When to pick this model
- You need a frontier-class reasoner you can run on a single 48GB GPU
- You're solving math, logic, or formal problems where chain-of-thought matters
- You want an Apache-licensed alternative to DeepSeek R1
- You need 131K context for long reasoning traces
VRAM requirements by quantization
| Quantization | VRAM required |
|---|---|
| Q4_K_M (recommended) | 19 GB |
| Q5_K_M | 23 GB |
| Q8_0 | 35 GB |
| FP16 (no quantization) | 64 GB |
VRAM figures include model weights plus a typical 8k KV cache and ~600 MB runtime overhead (Ollama / llama.cpp baseline). Add headroom for higher context lengths.

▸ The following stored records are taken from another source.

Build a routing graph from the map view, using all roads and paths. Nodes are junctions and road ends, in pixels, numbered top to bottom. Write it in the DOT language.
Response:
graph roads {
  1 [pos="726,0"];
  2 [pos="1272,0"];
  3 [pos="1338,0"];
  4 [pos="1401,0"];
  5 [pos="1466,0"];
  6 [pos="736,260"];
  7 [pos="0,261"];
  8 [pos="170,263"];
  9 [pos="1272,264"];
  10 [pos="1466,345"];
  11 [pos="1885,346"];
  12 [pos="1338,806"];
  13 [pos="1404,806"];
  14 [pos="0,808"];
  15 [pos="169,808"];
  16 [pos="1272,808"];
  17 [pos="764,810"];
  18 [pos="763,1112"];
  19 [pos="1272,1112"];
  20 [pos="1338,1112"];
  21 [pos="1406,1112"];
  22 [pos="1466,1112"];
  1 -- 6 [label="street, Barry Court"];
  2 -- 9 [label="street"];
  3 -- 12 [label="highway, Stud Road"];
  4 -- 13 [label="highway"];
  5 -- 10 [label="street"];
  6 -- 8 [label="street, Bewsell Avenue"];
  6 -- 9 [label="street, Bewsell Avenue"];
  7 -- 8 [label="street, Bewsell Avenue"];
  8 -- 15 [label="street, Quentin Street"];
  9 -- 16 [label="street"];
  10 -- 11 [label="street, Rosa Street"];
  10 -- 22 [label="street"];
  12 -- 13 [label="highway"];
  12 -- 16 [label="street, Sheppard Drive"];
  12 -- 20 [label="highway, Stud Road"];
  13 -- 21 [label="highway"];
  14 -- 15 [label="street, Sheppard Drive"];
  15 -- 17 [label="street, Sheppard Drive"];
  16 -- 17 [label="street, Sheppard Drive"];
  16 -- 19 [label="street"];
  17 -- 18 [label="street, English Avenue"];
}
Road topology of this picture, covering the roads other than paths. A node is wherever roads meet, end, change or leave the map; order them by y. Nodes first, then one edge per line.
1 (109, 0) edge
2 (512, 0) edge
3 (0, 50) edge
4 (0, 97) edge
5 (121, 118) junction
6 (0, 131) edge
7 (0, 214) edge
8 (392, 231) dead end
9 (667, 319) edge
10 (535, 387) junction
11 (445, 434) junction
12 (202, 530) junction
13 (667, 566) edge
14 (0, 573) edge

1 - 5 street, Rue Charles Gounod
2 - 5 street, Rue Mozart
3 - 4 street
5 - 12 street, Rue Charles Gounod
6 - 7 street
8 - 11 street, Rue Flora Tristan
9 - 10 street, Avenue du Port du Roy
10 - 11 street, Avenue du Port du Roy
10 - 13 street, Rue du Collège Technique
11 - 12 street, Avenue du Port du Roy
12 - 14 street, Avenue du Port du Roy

Published benchmark scores
| Benchmark | Score |
|---|---|
| AIME 2024 | 79.5 |
| MATH-500 | 90.6 |
Scores published by the model author or aggregated from public leaderboards. Re-measured monthly by our editorial team.
Strengths
- Direct competitor to DeepSeek R1 at a fraction of the size
- 131K context for long thinking traces
- Trained with RL, not just distilled
- Apache 2.0
Limitations
- Very verbose — token costs add up fast
- Requires YaRN for context beyond 8K
- Overkill for non-reasoning chat workloads
Architecture & training
Architecture: Dense · 64 layers · GQA (40Q/8KV) · RoPE · SwiGLU · trained with outcome-based RL
Training: RL on reasoning (not a simple distillation).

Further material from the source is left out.